One of the benefits of TypeScript is that you can get comprehensive validation
of compatibility of your code with other code. If your dependencies are "raw"
TypeScript written for Deno, this is great, but let's say that you want to take
advantage of pre-processing of the TypeScript to JavaScript, but still have the
ability to consume that remote code safely. Deno supports a couple different
ways to allow that to happen, but the most seamless is the support for the
X-TypeScript-Types
header. This header indicates to Deno where a types file is
located which can be used when type checking the JavaScript file that you are
depending upon. Pika CDN supports this. Any packages
that are available on the CDN that have types associated with them will serve up
that header and Deno will also fetch those types and use that when type checking
the file.
All this being said, there may still be a need to "remap" a remote (or local) dependency to what is expressed in the code. In this case, the unstable implementation of import-maps can be used. It is a proposal specification that is part of the W3C incubator where browser standards come out of. It allows a map to be provided which will map a particular dependency in code to another resource, be it a local file or a remote module.
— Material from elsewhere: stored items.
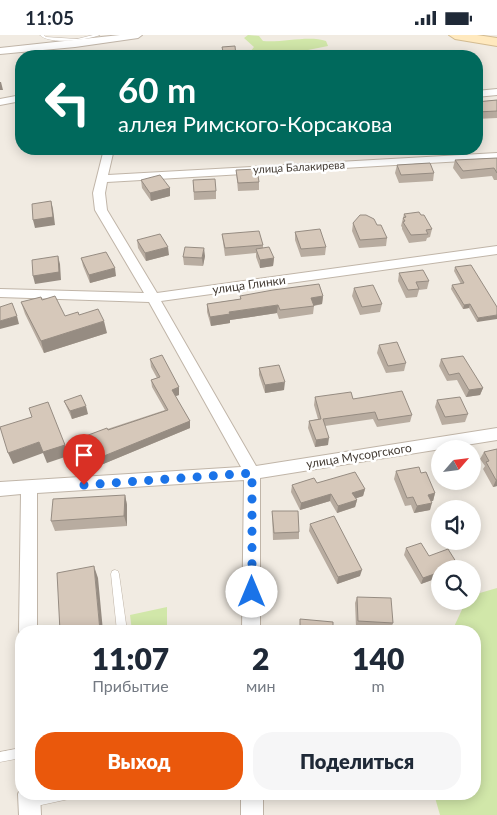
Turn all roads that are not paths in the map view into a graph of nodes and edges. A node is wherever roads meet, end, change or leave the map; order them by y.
1 (42, 35) edge
2 (94, 35) edge
3 (138, 35) edge
4 (455, 35) edge
5 (497, 42) edge
6 (0, 51) edge
7 (497, 92) edge
8 (483, 93) edge
9 (15, 99) edge
10 (0, 101) edge
11 (108, 155) edge
12 (497, 156) edge
13 (102, 179) junction
14 (497, 250) edge
15 (0, 293) edge
16 (153, 298) junction
17 (497, 435) edge
18 (252, 473) junction
19 (29, 488) junction
20 (0, 489) edge
21 (115, 574) dead end
22 (28, 625) edge
23 (121, 625) edge
24 (252, 625) edge
25 (15, 754) edge
26 (0, 757) edge
27 (46, 800) edge
28 (252, 800) edge
29 (30, 804) edge
30 (252, 815) edge

1 - 2 lane
3 - 6 street
4 - 5 street
7 - 8 street
9 - 10 street
11 - 13 street
12 - 13 street, улица Балакирева
13 - 16 street
14 - 16 street, улица Глинки
15 - 16 street, улица Глинки
16 - 18 street
17 - 18 street, улица Мусоргского
18 - 19 street, улица Мусоргского
18 - 24 street
19 - 20 street, улица Мусоргского
19 - 22 street
21 - 23 lane
25 - 26 lane
27 - 29 lane
28 - 30 street

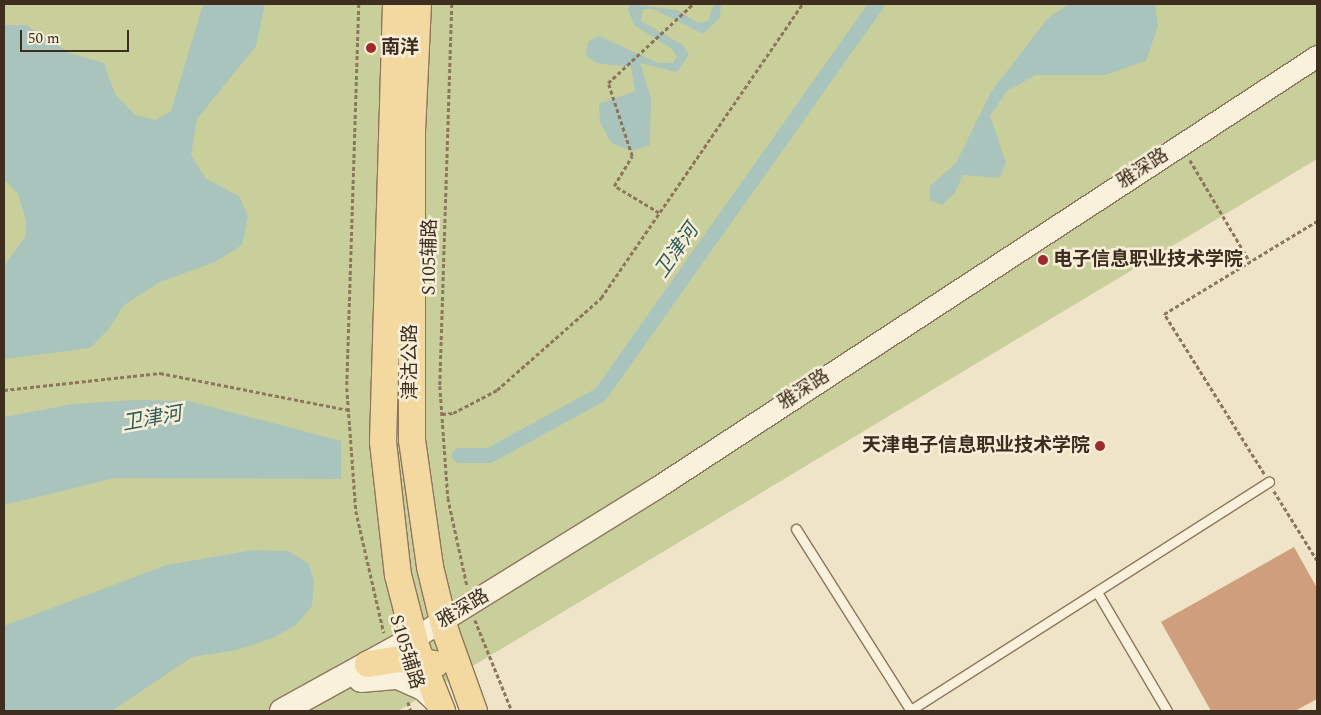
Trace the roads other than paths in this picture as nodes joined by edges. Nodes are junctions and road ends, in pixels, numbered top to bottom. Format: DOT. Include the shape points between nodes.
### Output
graph roads {
  1 [pos="396,4"];
  2 [pos="418,4"];
  3 [pos="1317,56"];
  4 [pos="1317,68"];
  5 [pos="1269,482"];
  6 [pos="796,529"];
  7 [pos="1097,592"];
  8 [pos="473,610"];
  9 [pos="444,627"];
  10 [pos="396,660"];
  11 [pos="470,702"];
  12 [pos="440,707"];
  13 [pos="282,711"];
  14 [pos="304,711"];
  15 [pos="910,711"];
  16 [pos="1167,711"];
  1 -- 10 [label="main road, 津沽公路" via="384,442 398,575"];
  2 -- 9 [label="main road, 津沽公路" via="412,131 412,440 417,498"];
  3 -- 8 [label="street, 雅深路"];
  4 -- 8 [label="street, 雅深路"];
  5 -- 7 [label="lane"];
  6 -- 15 [label="lane"];
  7 -- 15 [label="lane"];
  7 -- 16 [label="lane"];
  8 -- 9 [label="street, 雅深路"];
  9 -- 10 [label="street, 雅深路"];
  9 -- 11 [label="main road, 津沽公路"];
  10 -- 11 [label="main road" via="441,667"];
  10 -- 12 [label="main road, 津沽公路"];
  10 -- 13 [label="main road, 雅深路"];
  10 -- 14 [label="main road, 雅深路"];
}
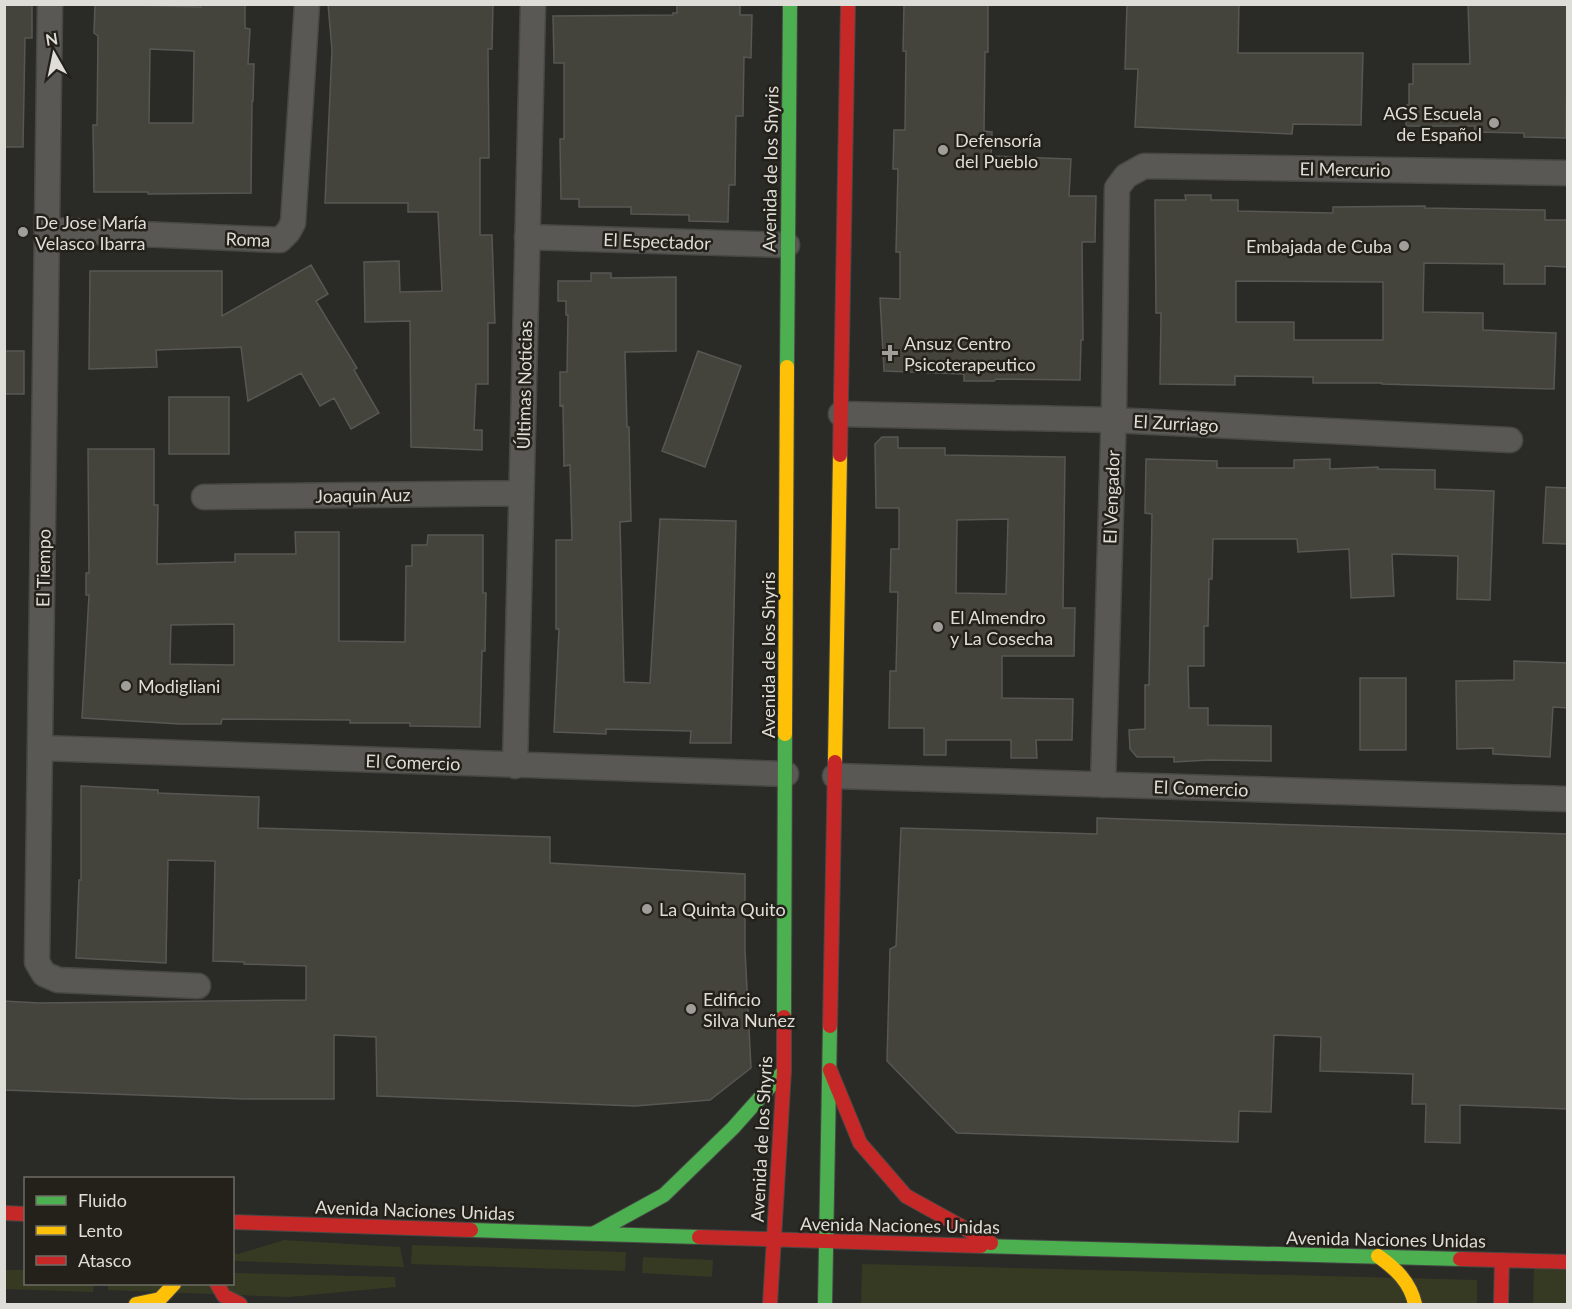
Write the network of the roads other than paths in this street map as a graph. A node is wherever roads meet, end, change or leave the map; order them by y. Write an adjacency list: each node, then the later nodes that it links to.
1 (50, 4): 8 (street, El Tiempo)
2 (307, 4): 8 (street, Roma)
3 (533, 4): 9 (street, Últimas Noticias)
4 (790, 4): 10 (main road, Avenida de los Shyris)
5 (848, 4): 11 (main road)
6 (1568, 173): 7 (street, El Mercurio)
7 (1126, 176): 12 (street, El Vengador)
8 (48, 230): 16 (street, El Tiempo)
9 (527, 237): 10 (street, El Espectador); 14 (street, Últimas Noticias)
10 (787, 246): 18 (main road, Avenida de los Shyris)
11 (841, 414): 12 (street, El Zurriago); 19 (main road)
12 (1113, 420): 13 (street, El Zurriago); 20 (street, El Vengador)
13 (1510, 440)
14 (521, 493): 15 (street, Joaquin Auz); 17 (street, Últimas Noticias)
15 (204, 497)
16 (41, 748): 17 (street, El Comercio); 22 (street, El Tiempo)
17 (514, 766): 18 (street, El Comercio)
18 (786, 774): 24 (main road, Avenida de los Shyris)
19 (835, 776): 20 (street, El Comercio); 23 (main road)
20 (1103, 784): 21 (street, El Comercio)
21 (1568, 799)
22 (198, 986)
23 (830, 1070): 32 (main road); 33 (main road)
24 (784, 1071): 30 (main road); 31 (main road, Avenida de los Shyris)
25 (4, 1214): 26 (main road)
26 (24, 1214)
27 (234, 1222): 28 (main road, Avenida Naciones Unidas)
28 (281, 1223): 29 (main road); 30 (main road, Avenida Naciones Unidas)
29 (234, 1230)
30 (592, 1234): 31 (main road, Avenida Naciones Unidas)
31 (772, 1240): 32 (main road, Avenida Naciones Unidas); 41 (main road, Avenida de los Shyris)
32 (826, 1240): 33 (main road, Avenida Naciones Unidas); 42 (main road)
33 (995, 1245): 34 (main road, Avenida Naciones Unidas)
34 (1378, 1256): 35 (main road, Avenida Naciones Unidas); 43 (main road)
35 (1502, 1260): 36 (main road, Avenida Naciones Unidas); 44 (main road)
36 (1568, 1262)
37 (173, 1285): 39 (main road)
38 (218, 1285): 40 (main road)
39 (136, 1305)
40 (240, 1305)
41 (770, 1305)
42 (825, 1305)
43 (1414, 1305)
44 (1501, 1305)

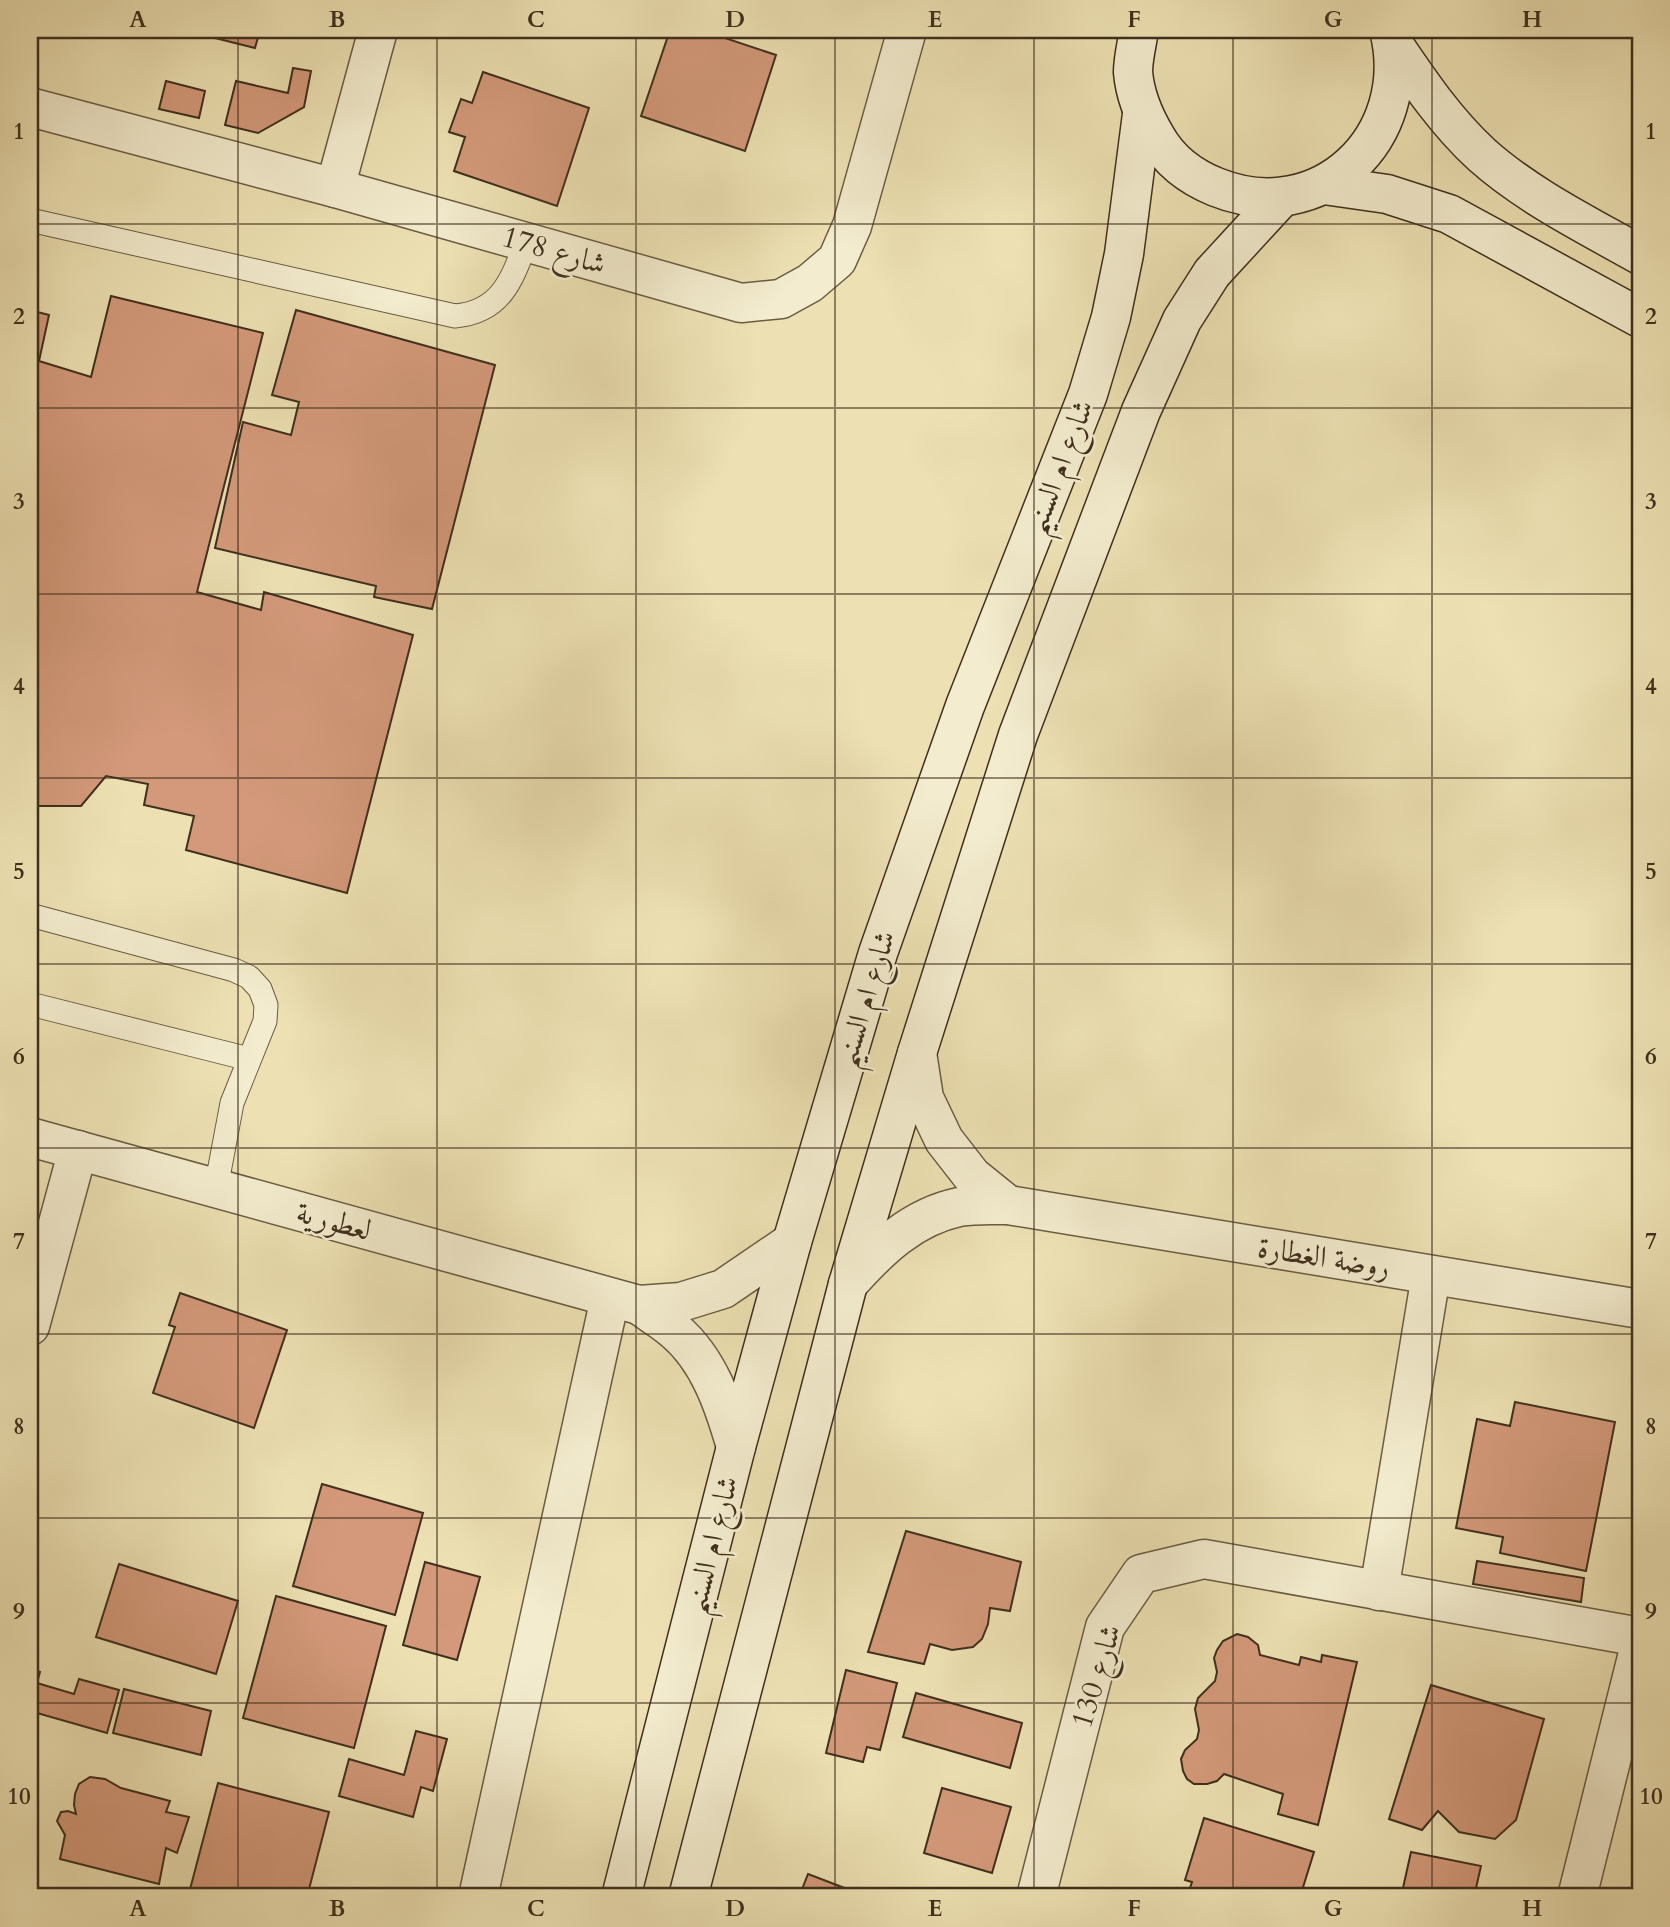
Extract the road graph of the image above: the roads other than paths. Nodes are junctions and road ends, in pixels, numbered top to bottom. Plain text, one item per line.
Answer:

We had it implemented in Deno for an extended period of time, as we had really
hoped that it would become adopted widely. Sadly, it was only an
origin trial in Chrome and
hasn't gotten wider adoption yet. This led us to putting it behind the
--unstable
flag for Deno 1.0. My personal opinion is that it is still a big
risk of being a dead end, and should be avoided.
But, but, but...
I suspect a lot of people are still coming with a list of objections to the model that Deno has. I think the strategy Deno has tried to take, which I am very aligned to, is to deal with real problems when they arise. A lot of the objections I hear are from people who are new to Deno, who haven't worked with it, who haven't tried to understand that there might be a different way.
All that being said, if we collectively run into a problem and there is a compelling need to change something in the Deno CLI, I am confident that it will happen, but a lot of problems simply don't exist, or there are other ways to solve them that don't require your runtime to have strong opinions or be coupled to an external programme to manage your code.
So my challenge to you is, flirt a bit with not having a package manager or a centralised package repository and see how it goes. You might never go back!